Make housing more affordable nationally. Stop creating inner city public housing ghettos and move public housing to peripheral areas of cities and link those developments to inner city jobs and services via dedicated mass transit. This will encourage more inner city growth, less inner city crime and over time lessen sprawl. This in turn will make cities cheaper to run.
The idea of making housing cheaper nationally is how we ended up with ghettos in the first place. I disagree on spreading low income housing around. See what it's done to areas like 61st & Peoria and 31st & Mingo in a matter of 25 years? It's resulted in lower property values for the long time home-owners and they've become crime pockets.

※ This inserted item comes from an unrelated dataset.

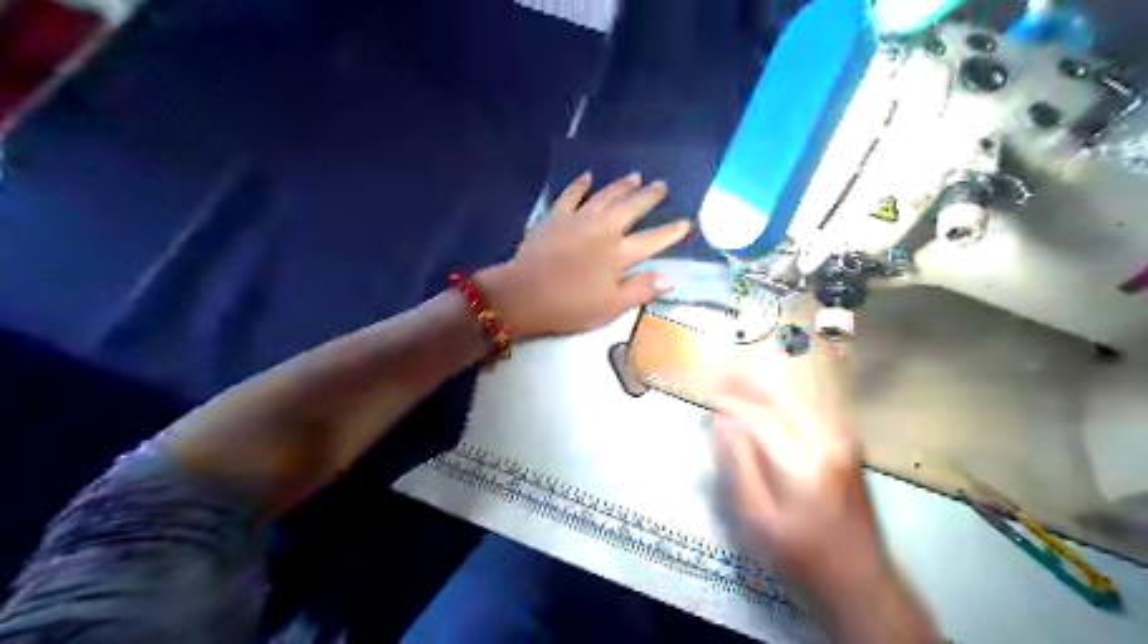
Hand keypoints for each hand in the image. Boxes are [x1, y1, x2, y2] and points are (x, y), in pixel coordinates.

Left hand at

Lower crime rates and decrease prison populations with shorter and more reasonable prison terms. Dedicate the saving to better police protection, especially in high crime areas. Crimes are less likely to be committed when potential perpetrators know they are likely to be caught
I don't think you can lower the crime rate in a meaningful manner when you empty out the prisons. That said, I agree we are warehousing a lot of drug users who could successfully be treated outside prison walls so long as those aren't cases where the drug use ended up in severe child neglect or abuse or the death of someone else. For the most part, I view the war on drugs as a failure, at least to where users have been given longer sentences than dealers. Still doesn't do a lot to close the wage gap though.
Legalize and tax marijuana and other low level drugs, do a better job keeping it out of the hands of kids. My high school student says that drugs are far easier to get than beer.
The best way to keep drugs and alcohol away from kids is stronger parenting.
This reads more like the liberal playbook, but there are certainly some ideas in there which, in theory, would create jobs and increase wages which is what I asked someone to put up instead of being mired in the problem that there is a wage and wealth gap. In my opinion, every time societies have tried to flatten the curve between the have and have nots, it's resulted in higher rates of poverty for everyone. Cuba would be a perfect example of that.